Market report: Rising stock wealth does boost spending, employment

The stock market is a staple of business news, but it is unclear how meaningful stock prices are to the larger economy. Do changes in stock prices directly affect shorter-term consumption, or are they just leading indicators for subsequent economic activity? The U.S. Federal Reserve, for its part, usually seems to act as if stock-based wealth does help drive spending and employment. But is this correct?

A new study co-authored by an MIT economist brings data to the discussion and finds that increased stock market wealth has moderate but clear economic effects. After looking at the U.S. on a county-by-county basis, the study finds that after large market shifts, people spend about 3.2 cents per year out of each increased dollar of stock wealth they possess. There are also distinct employment effects in "nontradable" -- that is, place-situated -- industries.

"We found that the empirical effect is clear," says Alp Simsek, an associate professor of economics at MIT and a co-author of a new paper detailing the study's results. "Nontradable industry activities go up, including labor compensation in these nontradable industries. That provides direct evidence policymakers should care about."

The paper, "Stock Market Wealth and the Real Economy: A Local Labor Market Approach," appears in this month's issue of the American Economic Review. The authors are Gabriel Chodorow-Reich, an associate professor of economics at Harvard University; Plamen T. Nenov, an associate professor at the Norwegian Business School in Oslo; and Simsek, the Rudi Dornbusch Career Development Associate Professor in MIT's Department of Economics.

To conduct the study, the scholars examined multiple data sources, including IRS records from 1989 to 2015; stock market data from the Center for Research in Security Prices, affiliated with the University of Chicago Booth School of Business; county-level demographic and wealth information from the Federal Reserve Board's Survey of Consumer Finances; and county-level employment and payroll information from the Bureau of Labor Statistics.

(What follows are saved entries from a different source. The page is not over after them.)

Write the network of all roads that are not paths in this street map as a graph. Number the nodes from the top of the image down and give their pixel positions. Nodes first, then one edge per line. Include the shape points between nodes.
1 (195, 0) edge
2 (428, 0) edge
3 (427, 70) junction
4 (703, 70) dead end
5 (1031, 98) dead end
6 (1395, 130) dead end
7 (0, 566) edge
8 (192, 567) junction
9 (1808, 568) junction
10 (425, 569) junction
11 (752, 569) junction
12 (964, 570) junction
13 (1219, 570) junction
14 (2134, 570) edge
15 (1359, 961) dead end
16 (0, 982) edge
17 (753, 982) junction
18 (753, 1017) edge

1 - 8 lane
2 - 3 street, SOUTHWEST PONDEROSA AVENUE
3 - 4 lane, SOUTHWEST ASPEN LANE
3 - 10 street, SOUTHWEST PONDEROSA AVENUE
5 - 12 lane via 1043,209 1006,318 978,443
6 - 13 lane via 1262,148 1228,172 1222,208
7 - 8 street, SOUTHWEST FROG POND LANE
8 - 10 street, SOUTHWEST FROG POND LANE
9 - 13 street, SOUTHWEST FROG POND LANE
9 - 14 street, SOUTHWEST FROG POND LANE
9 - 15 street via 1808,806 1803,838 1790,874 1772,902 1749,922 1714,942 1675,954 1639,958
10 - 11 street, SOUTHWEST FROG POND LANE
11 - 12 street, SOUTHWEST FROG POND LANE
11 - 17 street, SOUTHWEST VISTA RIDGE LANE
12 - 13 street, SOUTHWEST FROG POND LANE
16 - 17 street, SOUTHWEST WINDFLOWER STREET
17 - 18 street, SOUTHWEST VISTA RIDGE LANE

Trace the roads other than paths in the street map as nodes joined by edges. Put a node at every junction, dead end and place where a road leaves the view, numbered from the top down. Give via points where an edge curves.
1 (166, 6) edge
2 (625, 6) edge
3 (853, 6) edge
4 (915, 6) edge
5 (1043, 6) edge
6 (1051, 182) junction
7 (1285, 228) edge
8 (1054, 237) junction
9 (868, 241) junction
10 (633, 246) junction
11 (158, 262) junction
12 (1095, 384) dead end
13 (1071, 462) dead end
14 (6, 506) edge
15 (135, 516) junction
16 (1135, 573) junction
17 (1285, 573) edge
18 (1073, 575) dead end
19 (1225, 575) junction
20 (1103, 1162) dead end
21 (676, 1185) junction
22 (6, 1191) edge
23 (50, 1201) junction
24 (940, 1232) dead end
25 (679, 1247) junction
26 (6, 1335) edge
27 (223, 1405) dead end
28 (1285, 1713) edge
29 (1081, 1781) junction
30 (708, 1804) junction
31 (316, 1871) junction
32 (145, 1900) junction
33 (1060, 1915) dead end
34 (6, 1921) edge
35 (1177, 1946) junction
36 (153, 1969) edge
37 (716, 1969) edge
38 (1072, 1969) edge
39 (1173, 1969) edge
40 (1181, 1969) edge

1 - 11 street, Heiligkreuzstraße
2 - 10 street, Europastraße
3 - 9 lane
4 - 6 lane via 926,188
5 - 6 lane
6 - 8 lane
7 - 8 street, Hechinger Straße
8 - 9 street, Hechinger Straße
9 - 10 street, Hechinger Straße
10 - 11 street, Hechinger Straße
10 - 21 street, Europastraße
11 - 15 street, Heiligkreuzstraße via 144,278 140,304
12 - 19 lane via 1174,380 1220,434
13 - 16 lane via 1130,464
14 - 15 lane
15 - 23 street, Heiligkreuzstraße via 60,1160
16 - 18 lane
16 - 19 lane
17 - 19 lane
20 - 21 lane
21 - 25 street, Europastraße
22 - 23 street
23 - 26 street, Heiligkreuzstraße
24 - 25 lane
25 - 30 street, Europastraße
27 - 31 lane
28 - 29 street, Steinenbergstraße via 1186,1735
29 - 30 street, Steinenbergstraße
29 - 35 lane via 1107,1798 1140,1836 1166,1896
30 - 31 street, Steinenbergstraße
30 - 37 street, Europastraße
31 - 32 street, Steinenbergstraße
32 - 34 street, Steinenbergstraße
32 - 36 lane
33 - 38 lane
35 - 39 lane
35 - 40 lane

The paper's county-level analysis helps disentangle whether the relationship between increased stock wealth and economic activity is to an extent causal, or whether stock-price increases are merely foretelling economic activity occurring independently.

Because not all counties have the same levels of stock wealth, tracking the differences in their levels of economic activity after the same changes in the markets helps pinpoint how much of that activity is driven by portfolio changes.

"Take Florida as an example," Simsek says. "There are counties like Palm Beach and Miami that have very high stock wealth, and others, like those in the Florida panhandle, that do not. The stock wealth effect predicts that in Miami and Palm Beach, after a stock market boom, activity should be above average. ... And that's what we find in the data."

Simsek, Chodorow-Reich, and Nenov also found this change almost entirely in nontradable industries, where location matters. The restaurant industry is nontradable, as are construction and many services; a lot of manufacturing activity, however, can be tradable.

Combining their county-level empirical analysis with a theoretical model of the U.S. economy, the scholars concluded that -- absent countervailing actions by the U.S. Federal Reserve -- a sustained 20 percent increase in stock valuations increases the nationwide labor bill by around 1.7 percent and increases nationwide hours worked by around 0.7 percent within two years.

The research also shows that it takes time for stock-market wealth to translate into spending, with changes starting to occur within a quarter of the market event but tending to peak from one to two years afterward.

"We do find a time lag," Simsek says. "Which is natural, because financial markets move fast, but the real economy is slower. Perhaps it takes time for people to realize their wealth has changed or for their consumption habits to adjust. Or, once people start spending, restaurants take a while to adjust labor hours or compensation. It's a demand-driven mechanism."

Simsek suggests the current finding has clear policy implications, especially for central bankers, since it helps reinforce the idea that lowering interest rates not only makes business borrowing more feasible but also boosts spending through stock wealth.

"One of the things the Fed can do, if they want to stimulate economic activity, is cut the rate and increase stock wealth, and that will support economic activity," Simsek says. To be sure, the U.S. Federal Reserve has seemingly acted to shore up market wealth many times in the past. The so-called "Greenspan put" or "Fed put" was the name given to U.S. Federal Reserve rate cuts halting market slides. (Alan Greenspan is a former Fed chair, and a "put" is a financial hedge designed to limit portfolio losses.)

Those moves drew some criticism from observers who felt Federal Reserve policies may have been too investor-friendly, although, as Simsek says, "It's not so obvious that it's a bad thing. If you don't do that, according to our evidence, it would be a negative economic shock, and the Fed is not [necessarily] doing it to bail out the stockholders, but is doing it to support economic activity."

To be sure, Simsek notes, there are still-larger moral debates about whether or not society has too much wealth tied up in stocks as opposed to other kinds of assets, or whether, just in terms of growth, too much wealth goes to stockholders as opposed to workers, who might spend more of their income relative to well-off investors. But whether the object of analysis is central-bank policy or structural issues about wealth, he notes, "We are providing empirical evidence for that."